Task to complete
If a line in the data holds the string "meet", list it.

Saved data entries
▼▼▼
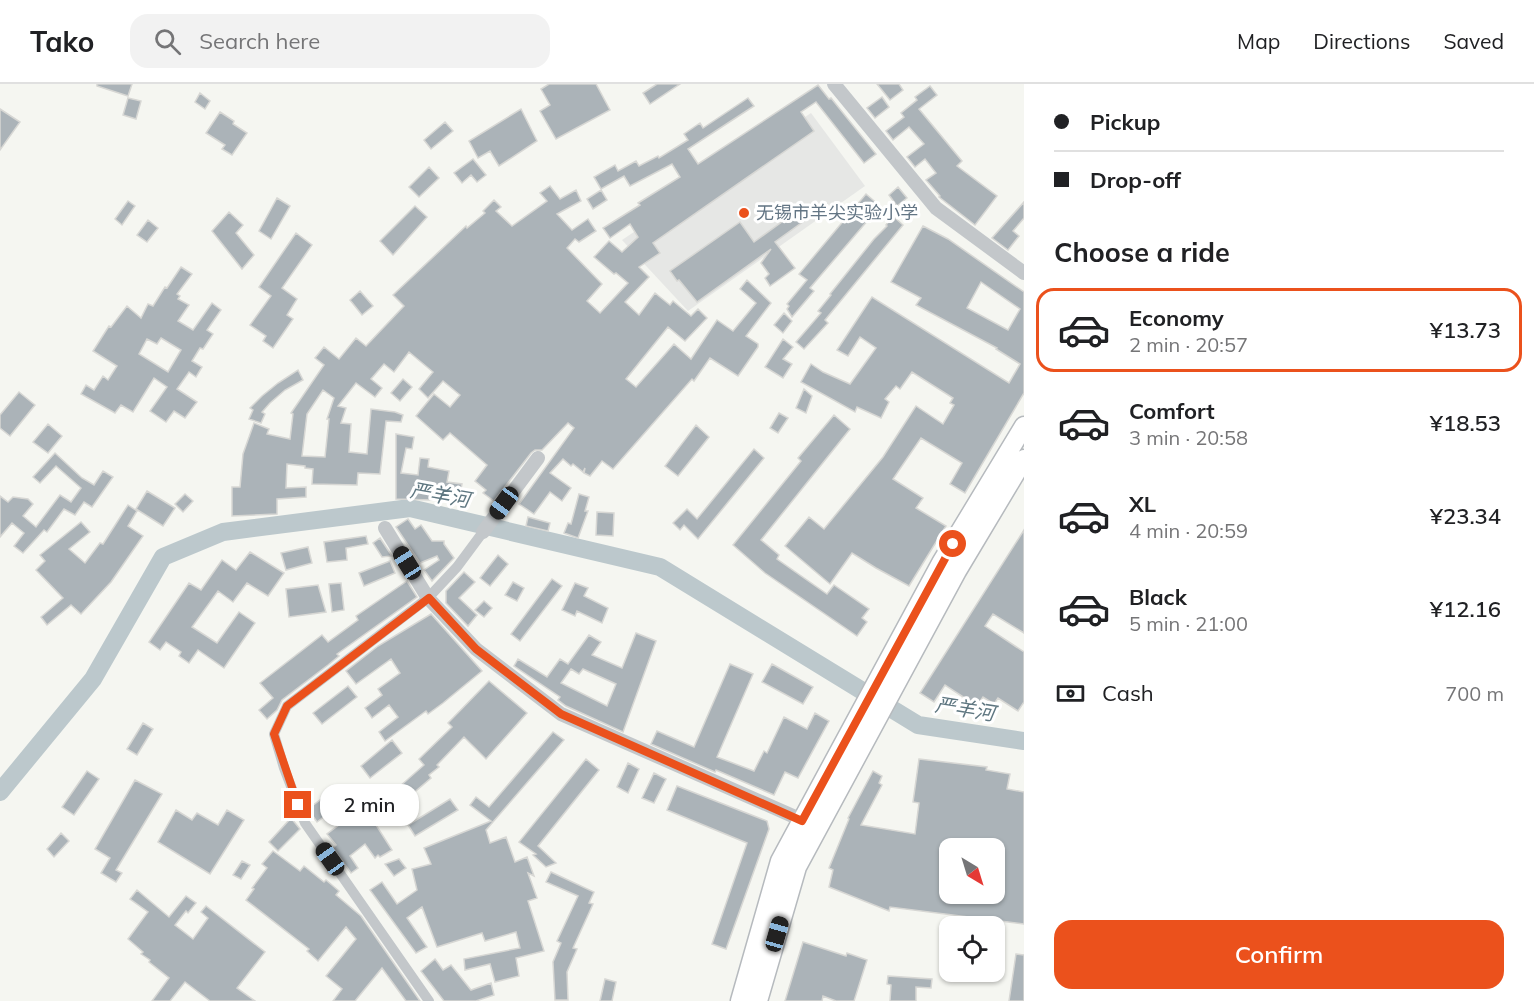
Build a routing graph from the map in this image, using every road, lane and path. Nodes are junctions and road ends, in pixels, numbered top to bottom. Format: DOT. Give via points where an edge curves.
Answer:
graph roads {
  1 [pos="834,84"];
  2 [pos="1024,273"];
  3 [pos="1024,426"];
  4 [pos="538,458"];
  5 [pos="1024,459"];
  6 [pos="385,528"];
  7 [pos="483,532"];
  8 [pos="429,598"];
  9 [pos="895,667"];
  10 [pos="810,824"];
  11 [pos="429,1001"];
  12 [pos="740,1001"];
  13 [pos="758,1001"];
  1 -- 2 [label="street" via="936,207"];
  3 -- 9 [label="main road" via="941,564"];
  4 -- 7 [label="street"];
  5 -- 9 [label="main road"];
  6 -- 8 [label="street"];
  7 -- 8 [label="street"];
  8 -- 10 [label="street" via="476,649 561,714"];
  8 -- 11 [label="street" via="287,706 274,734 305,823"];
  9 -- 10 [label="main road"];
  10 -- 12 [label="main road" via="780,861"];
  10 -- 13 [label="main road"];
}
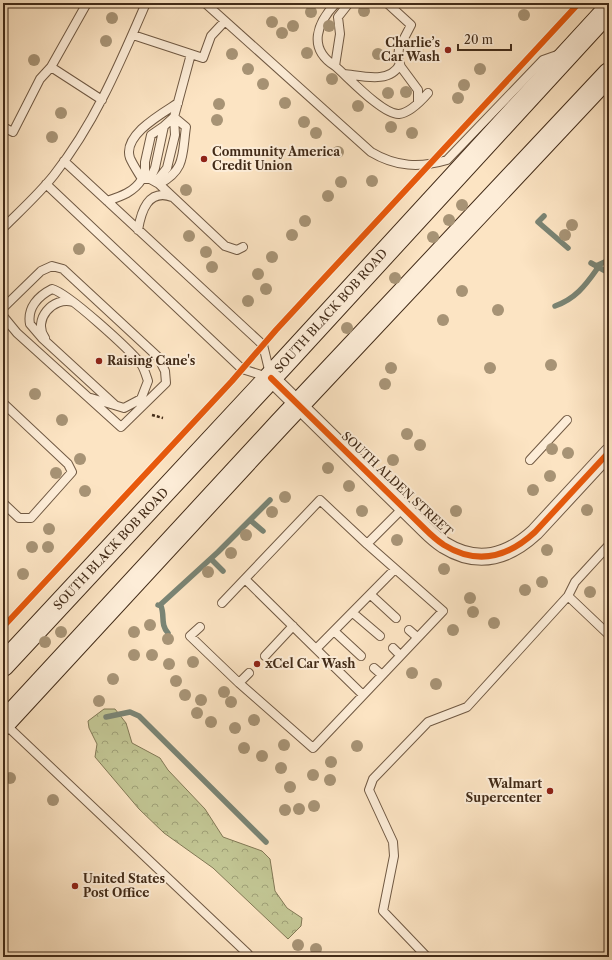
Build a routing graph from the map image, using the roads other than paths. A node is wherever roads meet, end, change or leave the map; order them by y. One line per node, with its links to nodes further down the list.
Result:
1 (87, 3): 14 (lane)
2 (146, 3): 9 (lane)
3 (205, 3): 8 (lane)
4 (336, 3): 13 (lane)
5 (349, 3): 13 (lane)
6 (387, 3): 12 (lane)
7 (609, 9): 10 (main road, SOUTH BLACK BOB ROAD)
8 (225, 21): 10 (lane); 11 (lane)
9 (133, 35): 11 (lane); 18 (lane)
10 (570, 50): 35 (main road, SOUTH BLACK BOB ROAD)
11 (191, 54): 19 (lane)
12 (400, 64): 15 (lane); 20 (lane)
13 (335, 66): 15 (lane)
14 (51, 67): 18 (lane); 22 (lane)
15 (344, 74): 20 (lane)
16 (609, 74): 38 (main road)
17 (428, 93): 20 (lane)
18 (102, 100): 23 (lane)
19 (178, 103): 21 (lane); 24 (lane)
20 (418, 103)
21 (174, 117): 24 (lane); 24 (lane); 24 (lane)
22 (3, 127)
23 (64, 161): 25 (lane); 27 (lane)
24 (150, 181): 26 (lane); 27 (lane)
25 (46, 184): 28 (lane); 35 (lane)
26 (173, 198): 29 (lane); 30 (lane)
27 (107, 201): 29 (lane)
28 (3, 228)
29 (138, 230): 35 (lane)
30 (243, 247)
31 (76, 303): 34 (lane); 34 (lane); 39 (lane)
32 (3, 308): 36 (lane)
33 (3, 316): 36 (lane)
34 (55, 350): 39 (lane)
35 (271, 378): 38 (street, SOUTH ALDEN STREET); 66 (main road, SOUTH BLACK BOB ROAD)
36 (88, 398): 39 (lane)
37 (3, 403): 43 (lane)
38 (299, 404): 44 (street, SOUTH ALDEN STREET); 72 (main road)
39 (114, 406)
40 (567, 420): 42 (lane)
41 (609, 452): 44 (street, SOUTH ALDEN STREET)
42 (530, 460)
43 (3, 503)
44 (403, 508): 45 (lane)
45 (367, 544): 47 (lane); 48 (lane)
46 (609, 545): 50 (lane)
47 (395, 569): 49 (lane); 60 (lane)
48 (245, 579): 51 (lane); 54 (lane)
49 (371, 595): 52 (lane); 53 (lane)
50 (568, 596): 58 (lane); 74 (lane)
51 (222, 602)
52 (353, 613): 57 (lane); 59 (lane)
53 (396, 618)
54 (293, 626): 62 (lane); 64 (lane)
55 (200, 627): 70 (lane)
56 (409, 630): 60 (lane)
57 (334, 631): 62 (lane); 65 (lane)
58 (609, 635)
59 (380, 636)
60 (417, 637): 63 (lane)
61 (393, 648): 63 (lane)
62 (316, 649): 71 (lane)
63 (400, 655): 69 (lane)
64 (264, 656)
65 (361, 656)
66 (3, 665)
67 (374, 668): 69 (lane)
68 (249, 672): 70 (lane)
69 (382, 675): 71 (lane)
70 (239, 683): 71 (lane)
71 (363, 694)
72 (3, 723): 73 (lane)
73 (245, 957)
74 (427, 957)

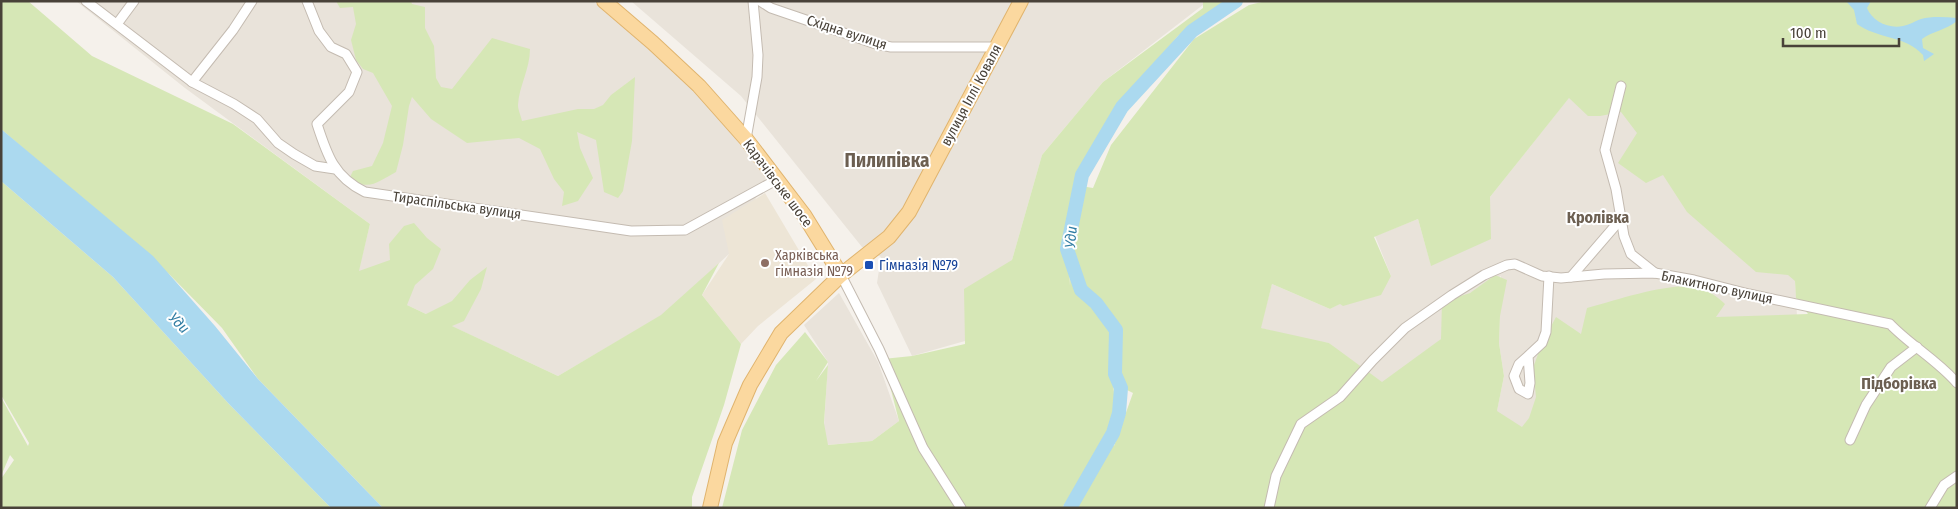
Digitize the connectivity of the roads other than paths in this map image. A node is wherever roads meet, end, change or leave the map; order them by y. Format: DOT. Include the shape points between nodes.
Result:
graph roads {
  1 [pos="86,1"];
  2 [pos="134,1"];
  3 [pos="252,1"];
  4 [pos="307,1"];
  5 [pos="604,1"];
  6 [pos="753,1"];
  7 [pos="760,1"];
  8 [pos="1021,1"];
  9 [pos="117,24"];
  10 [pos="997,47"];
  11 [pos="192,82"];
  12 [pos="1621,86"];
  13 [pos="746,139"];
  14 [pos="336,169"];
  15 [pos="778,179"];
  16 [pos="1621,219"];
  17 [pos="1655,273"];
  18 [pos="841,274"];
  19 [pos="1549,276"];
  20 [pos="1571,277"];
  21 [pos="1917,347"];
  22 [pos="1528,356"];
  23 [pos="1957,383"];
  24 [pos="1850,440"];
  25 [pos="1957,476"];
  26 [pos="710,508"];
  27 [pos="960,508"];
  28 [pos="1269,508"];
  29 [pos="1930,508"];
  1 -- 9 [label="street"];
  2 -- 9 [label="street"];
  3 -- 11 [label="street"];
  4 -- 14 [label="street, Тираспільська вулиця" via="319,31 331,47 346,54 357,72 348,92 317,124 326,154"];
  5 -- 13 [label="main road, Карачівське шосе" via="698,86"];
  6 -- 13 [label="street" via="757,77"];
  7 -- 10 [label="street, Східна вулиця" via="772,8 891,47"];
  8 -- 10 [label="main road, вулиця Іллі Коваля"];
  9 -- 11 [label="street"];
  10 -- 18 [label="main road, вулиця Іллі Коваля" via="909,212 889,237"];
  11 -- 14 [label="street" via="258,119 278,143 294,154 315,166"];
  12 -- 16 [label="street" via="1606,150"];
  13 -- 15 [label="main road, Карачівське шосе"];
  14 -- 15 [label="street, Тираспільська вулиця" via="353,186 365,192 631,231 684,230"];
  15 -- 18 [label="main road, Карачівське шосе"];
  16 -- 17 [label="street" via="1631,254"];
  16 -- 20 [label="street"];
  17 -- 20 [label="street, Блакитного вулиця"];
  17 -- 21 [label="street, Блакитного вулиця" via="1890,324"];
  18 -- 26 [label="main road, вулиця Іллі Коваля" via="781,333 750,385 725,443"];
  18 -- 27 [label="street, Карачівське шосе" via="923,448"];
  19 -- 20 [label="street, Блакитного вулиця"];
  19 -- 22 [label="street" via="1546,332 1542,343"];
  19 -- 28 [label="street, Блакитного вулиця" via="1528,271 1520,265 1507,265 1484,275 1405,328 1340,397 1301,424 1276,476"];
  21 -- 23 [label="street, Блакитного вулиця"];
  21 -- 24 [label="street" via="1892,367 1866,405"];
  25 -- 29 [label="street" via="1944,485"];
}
▲▲▲
Solution to the exercise
Build a routing graph from the map image, using the roads other than paths. A node is wherever roads meet, end, change or leave the map; order them by y. One line per node, with its links to nodes further down the list.
Digitize the connectivity of the roads other than paths in this map image. A node is wherever roads meet, end, change or leave the map; order them by y. Format: DOT. Include the shape points between nodes.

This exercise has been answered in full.